WHAT THE TASK REQUIRES — Transcribe the entries exactly as they stand below, passing over any picture.

====== MATERIAL FOR THE TASK

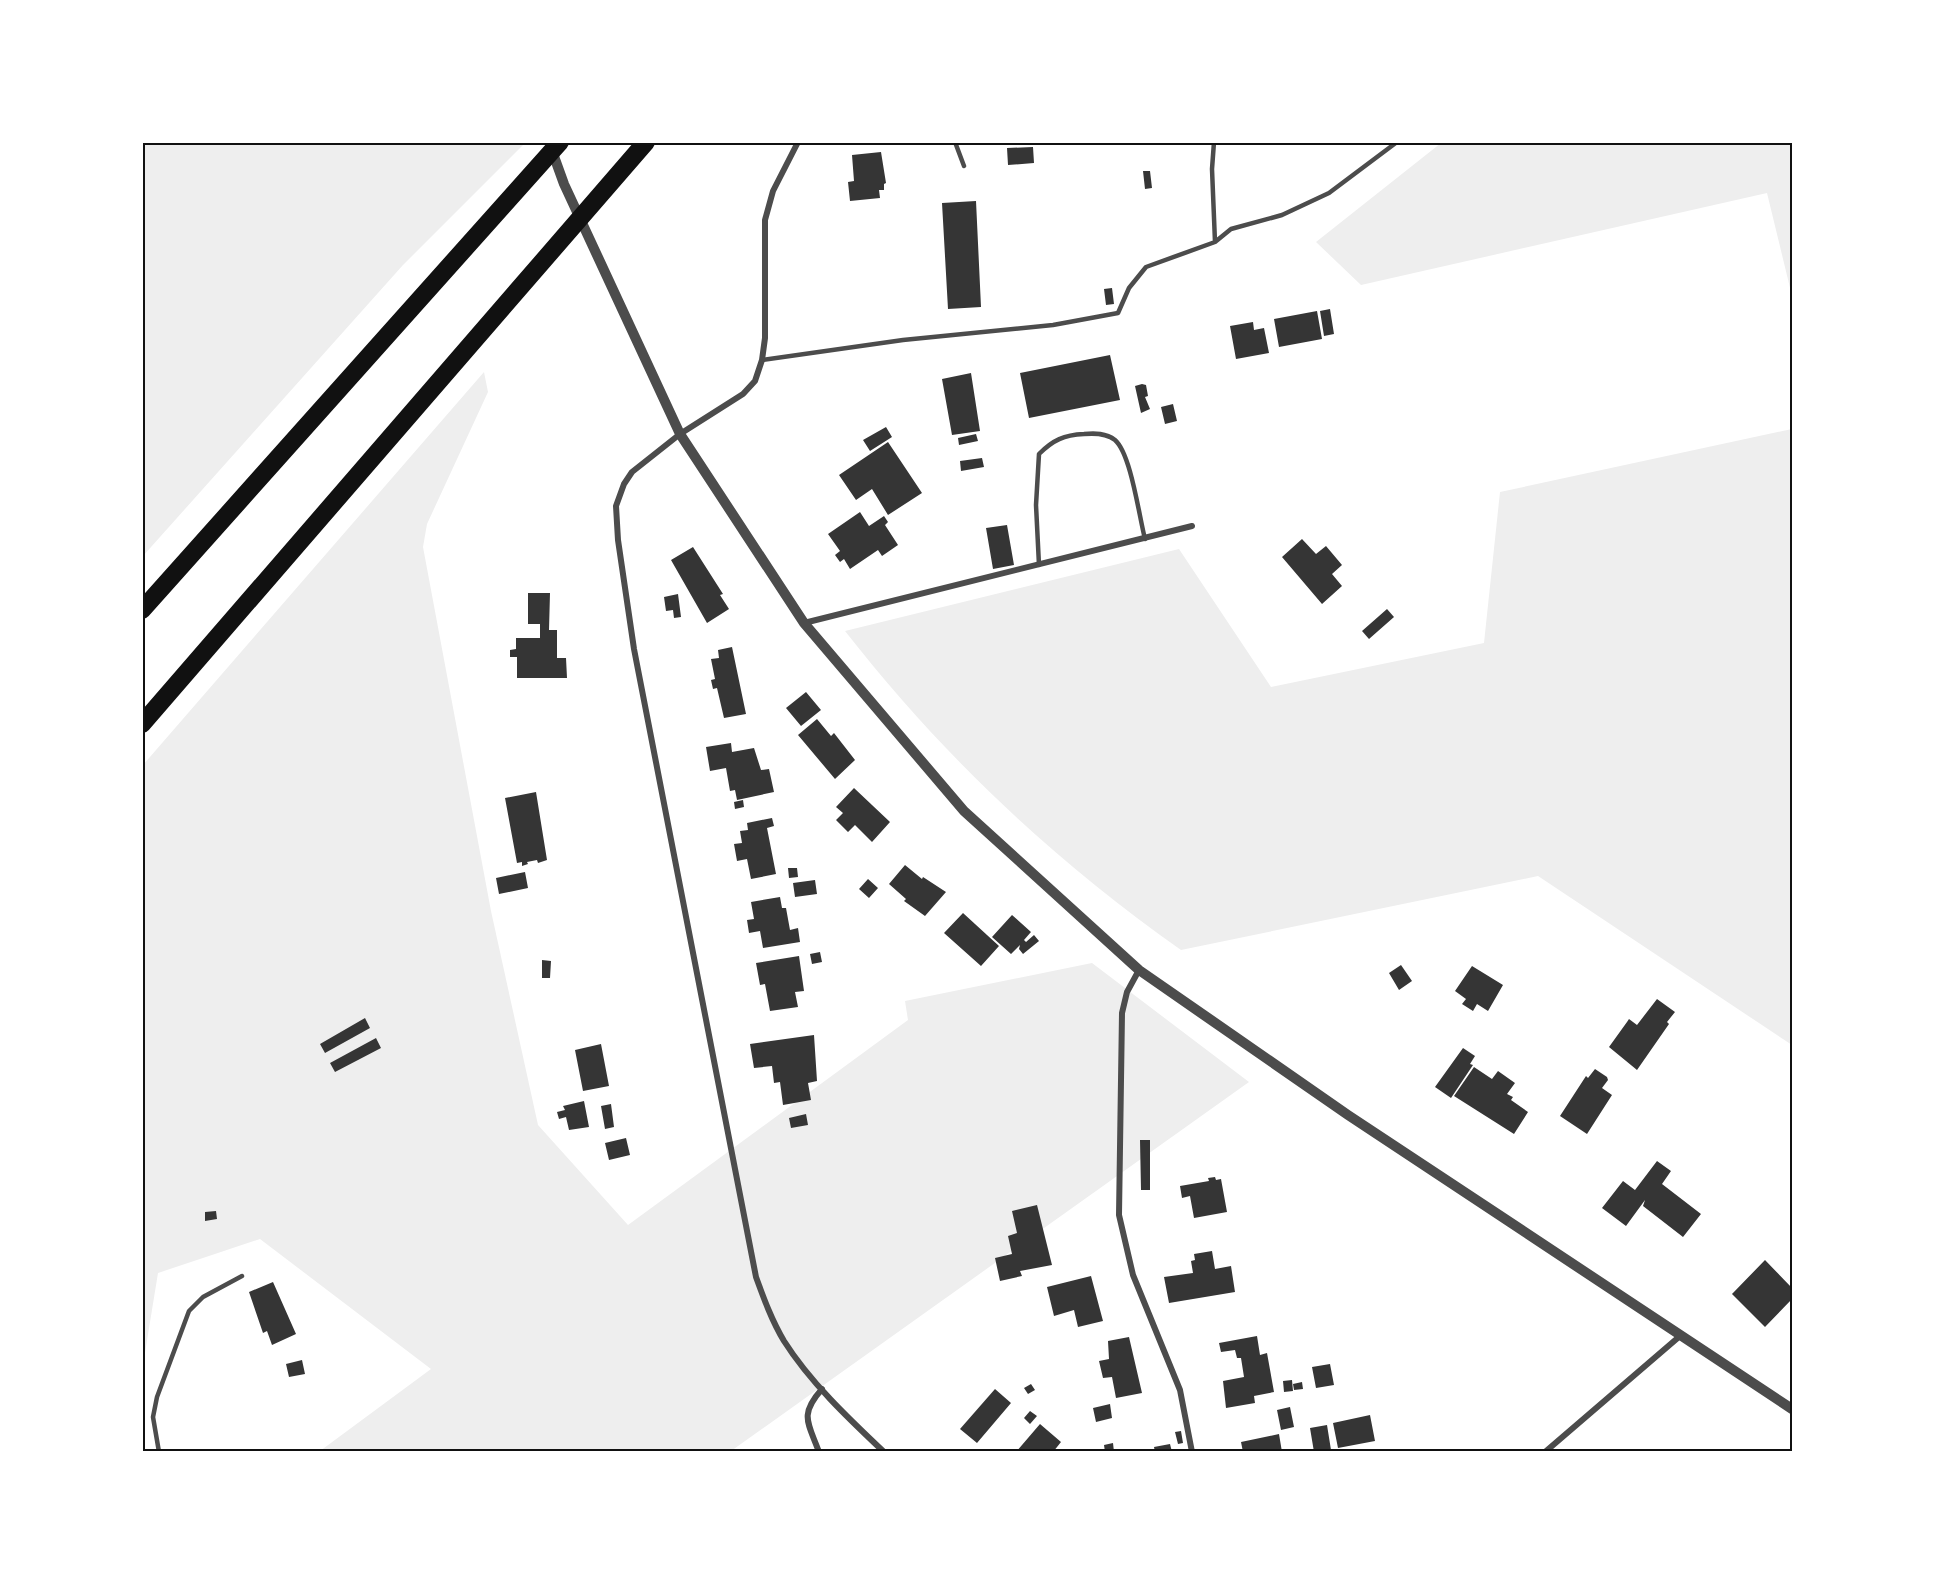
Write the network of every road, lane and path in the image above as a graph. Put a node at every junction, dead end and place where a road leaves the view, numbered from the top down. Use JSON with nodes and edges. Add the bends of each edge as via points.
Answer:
{"nodes":[{"id":1,"x":549,"y":142,"type":"edge"},
{"id":2,"x":560,"y":142,"type":"edge"},
{"id":3,"x":646,"y":142,"type":"edge"},
{"id":4,"x":798,"y":142,"type":"edge"},
{"id":5,"x":955,"y":142,"type":"edge"},
{"id":6,"x":1214,"y":142,"type":"edge"},
{"id":7,"x":1397,"y":142,"type":"edge"},
{"id":8,"x":964,"y":166,"type":"dead end"},
{"id":9,"x":1215,"y":242,"type":"junction"},
{"id":10,"x":762,"y":360,"type":"junction"},
{"id":11,"x":680,"y":434,"type":"junction"},
{"id":12,"x":1192,"y":526,"type":"dead end"},
{"id":13,"x":1144,"y":538,"type":"junction"},
{"id":14,"x":1039,"y":565,"type":"junction"},
{"id":15,"x":142,"y":610,"type":"edge"},
{"id":16,"x":804,"y":623,"type":"junction"},
{"id":17,"x":142,"y":724,"type":"edge"},
{"id":18,"x":1139,"y":970,"type":"junction"},
{"id":19,"x":242,"y":1276,"type":"dead end"},
{"id":20,"x":1680,"y":1336,"type":"junction"},
{"id":21,"x":822,"y":1389,"type":"junction"},
{"id":22,"x":1792,"y":1409,"type":"edge"},
{"id":23,"x":159,"y":1452,"type":"edge"},
{"id":24,"x":819,"y":1452,"type":"edge"},
{"id":25,"x":884,"y":1452,"type":"edge"},
{"id":26,"x":1192,"y":1452,"type":"edge"},
{"id":27,"x":1545,"y":1452,"type":"edge"}],
"edges":[{"from":1,"to":11,"type":"street","via":[[564,184]]},
{"from":2,"to":15,"type":"highway"},
{"from":3,"to":17,"type":"highway"},
{"from":4,"to":10,"type":"street","via":[[772,190],[765,220]]},
{"from":5,"to":8,"type":"lane"},
{"from":6,"to":9,"type":"lane"},
{"from":7,"to":9,"type":"lane","via":[[1329,193],[1282,215],[1231,230]]},
{"from":9,"to":10,"type":"lane","via":[[1146,267],[1129,288],[1118,313]]},
{"from":10,"to":11,"type":"street","via":[[754,381],[743,394]]},
{"from":11,"to":16,"type":"street"},
{"from":11,"to":21,"type":"street","via":[[632,472],[618,495],[616,519],[624,586],[756,1277],[783,1340]]},
{"from":12,"to":13,"type":"street"},
{"from":13,"to":14,"type":"street"},
{"from":13,"to":14,"type":"lane","via":[[1125,457],[1115,441],[1100,433],[1071,434],[1053,440],[1039,454]]},
{"from":14,"to":16,"type":"street"},
{"from":16,"to":18,"type":"street","via":[[964,811]]},
{"from":18,"to":20,"type":"street"},
{"from":18,"to":26,"type":"street","via":[[1126,992],[1122,1013],[1119,1215],[1133,1275],[1180,1390]]},
{"from":19,"to":23,"type":"lane","via":[[202,1297],[189,1311],[157,1397],[153,1417]]},
{"from":20,"to":22,"type":"street"},
{"from":20,"to":27,"type":"street"},
{"from":21,"to":24,"type":"street","via":[[809,1403],[805,1416]]},
{"from":21,"to":25,"type":"street"}]}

============

EXERCISE ANSWER —
Write the network of every road, lane and path in the image above as a graph. Put a node at every junction, dead end and place where a road leaves the view, numbered from the top down. Use JSON with nodes and edges. Add the bends of each edge as via points.
Answer:
{"nodes":[{"id":1,"x":549,"y":142,"type":"edge"},
{"id":2,"x":560,"y":142,"type":"edge"},
{"id":3,"x":646,"y":142,"type":"edge"},
{"id":4,"x":798,"y":142,"type":"edge"},
{"id":5,"x":955,"y":142,"type":"edge"},
{"id":6,"x":1214,"y":142,"type":"edge"},
{"id":7,"x":1397,"y":142,"type":"edge"},
{"id":8,"x":964,"y":166,"type":"dead end"},
{"id":9,"x":1215,"y":242,"type":"junction"},
{"id":10,"x":762,"y":360,"type":"junction"},
{"id":11,"x":680,"y":434,"type":"junction"},
{"id":12,"x":1192,"y":526,"type":"dead end"},
{"id":13,"x":1144,"y":538,"type":"junction"},
{"id":14,"x":1039,"y":565,"type":"junction"},
{"id":15,"x":142,"y":610,"type":"edge"},
{"id":16,"x":804,"y":623,"type":"junction"},
{"id":17,"x":142,"y":724,"type":"edge"},
{"id":18,"x":1139,"y":970,"type":"junction"},
{"id":19,"x":242,"y":1276,"type":"dead end"},
{"id":20,"x":1680,"y":1336,"type":"junction"},
{"id":21,"x":822,"y":1389,"type":"junction"},
{"id":22,"x":1792,"y":1409,"type":"edge"},
{"id":23,"x":159,"y":1452,"type":"edge"},
{"id":24,"x":819,"y":1452,"type":"edge"},
{"id":25,"x":884,"y":1452,"type":"edge"},
{"id":26,"x":1192,"y":1452,"type":"edge"},
{"id":27,"x":1545,"y":1452,"type":"edge"}],
"edges":[{"from":1,"to":11,"type":"street","via":[[564,184]]},
{"from":2,"to":15,"type":"highway"},
{"from":3,"to":17,"type":"highway"},
{"from":4,"to":10,"type":"street","via":[[772,190],[765,220]]},
{"from":5,"to":8,"type":"lane"},
{"from":6,"to":9,"type":"lane"},
{"from":7,"to":9,"type":"lane","via":[[1329,193],[1282,215],[1231,230]]},
{"from":9,"to":10,"type":"lane","via":[[1146,267],[1129,288],[1118,313]]},
{"from":10,"to":11,"type":"street","via":[[754,381],[743,394]]},
{"from":11,"to":16,"type":"street"},
{"from":11,"to":21,"type":"street","via":[[632,472],[618,495],[616,519],[624,586],[756,1277],[783,1340]]},
{"from":12,"to":13,"type":"street"},
{"from":13,"to":14,"type":"street"},
{"from":13,"to":14,"type":"lane","via":[[1125,457],[1115,441],[1100,433],[1071,434],[1053,440],[1039,454]]},
{"from":14,"to":16,"type":"street"},
{"from":16,"to":18,"type":"street","via":[[964,811]]},
{"from":18,"to":20,"type":"street"},
{"from":18,"to":26,"type":"street","via":[[1126,992],[1122,1013],[1119,1215],[1133,1275],[1180,1390]]},
{"from":19,"to":23,"type":"lane","via":[[202,1297],[189,1311],[157,1397],[153,1417]]},
{"from":20,"to":22,"type":"street"},
{"from":20,"to":27,"type":"street"},
{"from":21,"to":24,"type":"street","via":[[809,1403],[805,1416]]},
{"from":21,"to":25,"type":"street"}]}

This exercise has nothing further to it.